I got introduced to Chris Brogan’s blog by my partner and noted freaking genius on marketing to women, Michele Miller.
He’s one of those few guys I almost don’t want to share with people. His stuff’s that good, but I’m sharing today’s post with you because it’s reinforcing principles Roy Williams taught us all five years ago about how communication patterns are swinging back toward different alignments.
Humility. Grace. Simplicity. Stripping yourself bare. Can you muster these values? Yes. You must muster.
I watched Brogan’s Last Bullet (tell me that’s not a movie title!) in action this morning:
Be there before the sale. The best way to drive stronger marketing experiences and convert people into customers is to be there long before you need something from people. Sure, it takes longer, but I’ve seen lots of situations where this is what brought in the big sale over another person.

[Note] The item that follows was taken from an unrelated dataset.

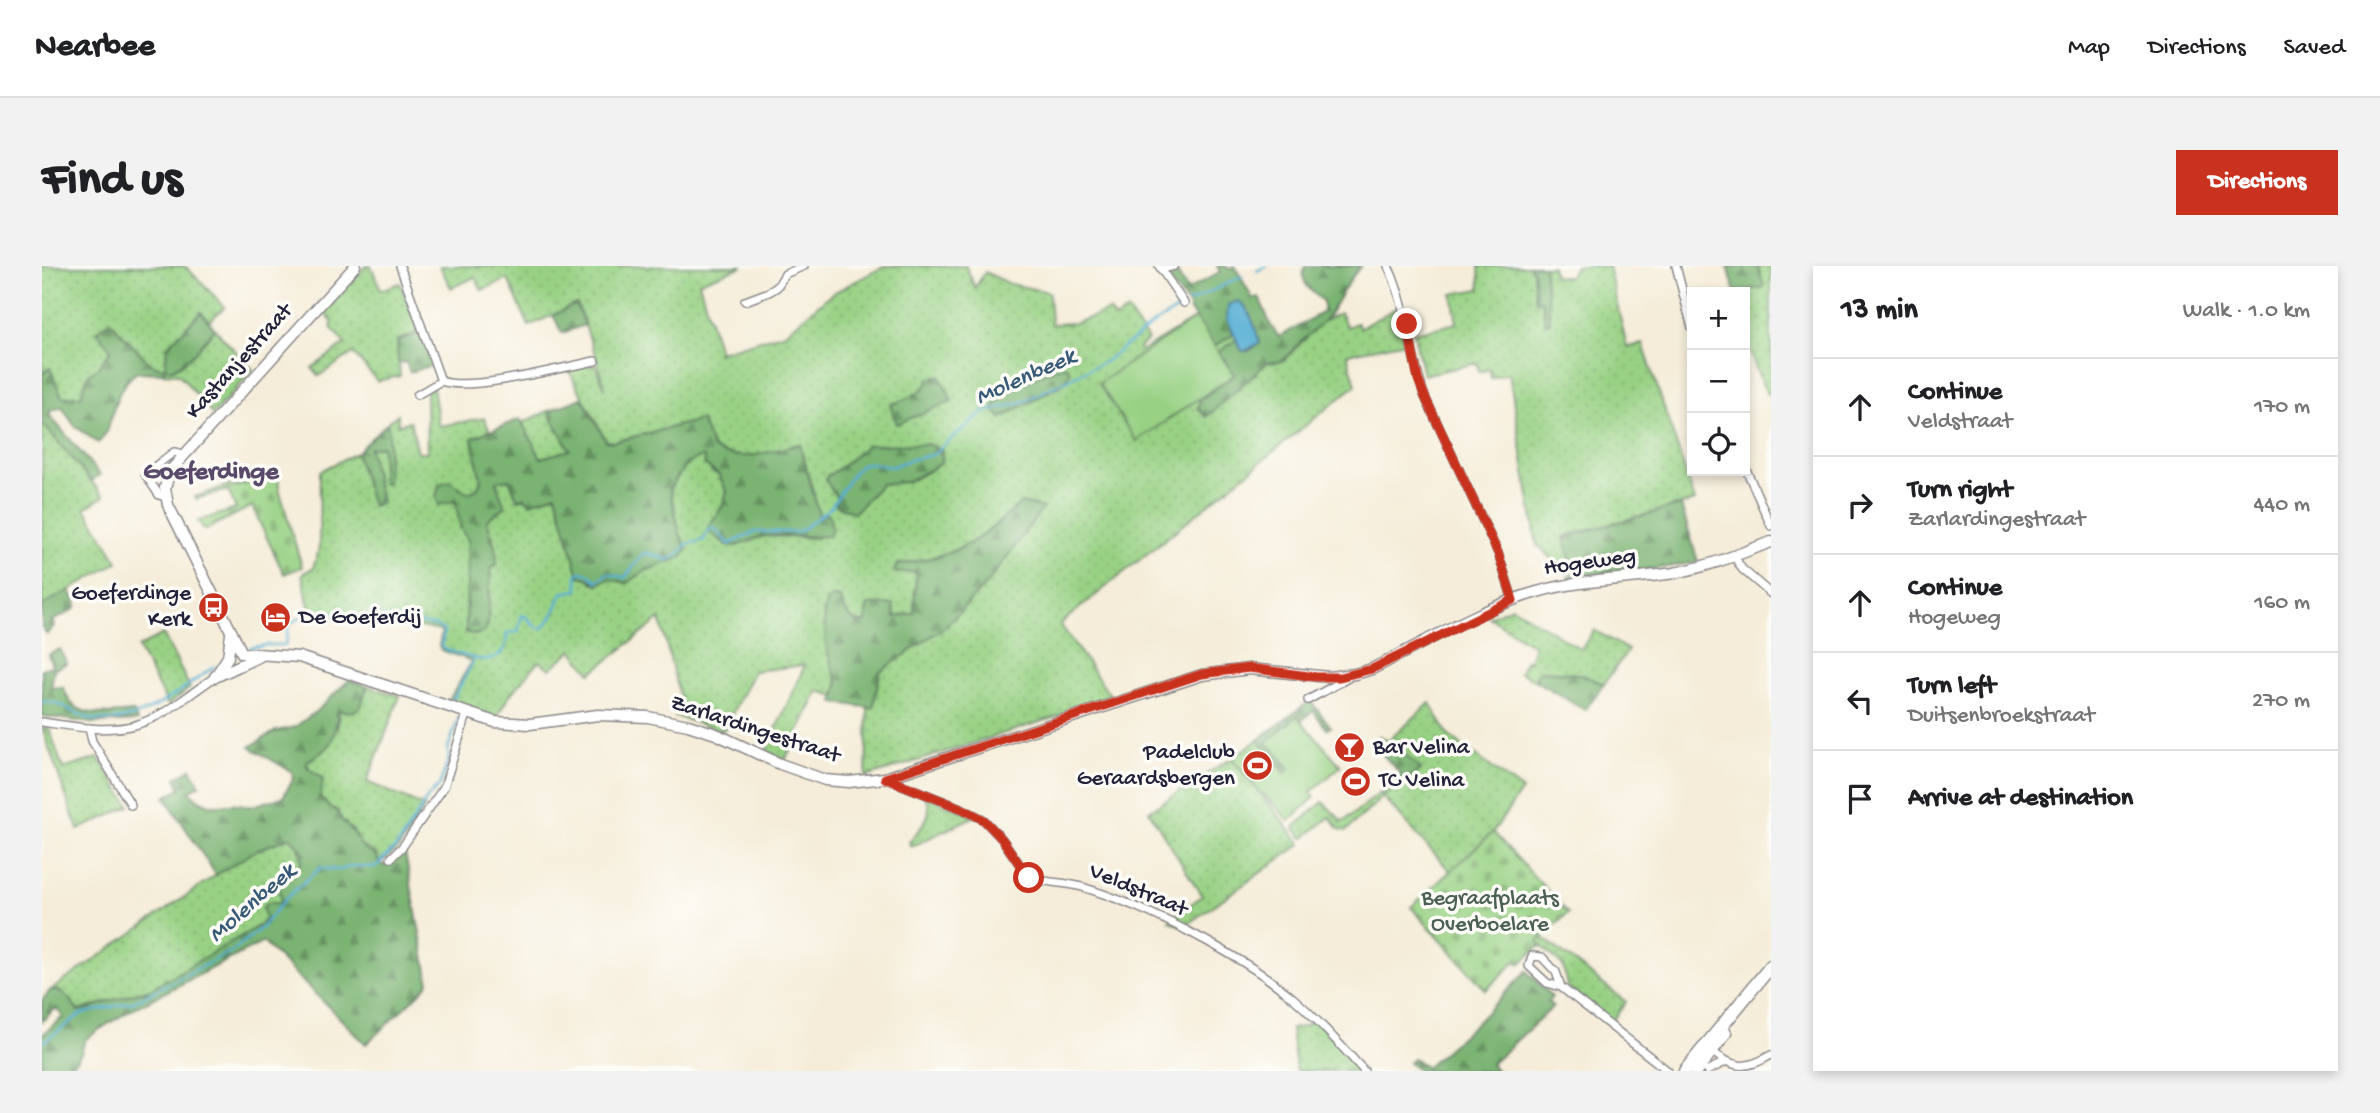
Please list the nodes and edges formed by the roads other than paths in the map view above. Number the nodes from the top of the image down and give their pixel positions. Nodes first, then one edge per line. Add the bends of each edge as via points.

If your prospect feels like she knows you, it works really well.
The coffeehouse that serves as my de facto second office got hit up by two media advertising sales people who’d never, ever entered the front doors before this morning. I knew it. The owner knew it. All the regulars knew what industry they (caution: term used loosely) “served.” They didn’t get six words of their pitch out (I didn’t catch all of them, but one of them was most certainly ‘solutions.’) before the owner went into her (sadly) all-too-rehearsed dismissal.
Read all of them. It won’t take but a minute. You’ll probably agree it’s all pretty much common sense. You’ll also probably agree (sadly) that too few folks pay heed.
Allow fine folks to know you and see you real. Help them. It helps you even when it doesn’t help you.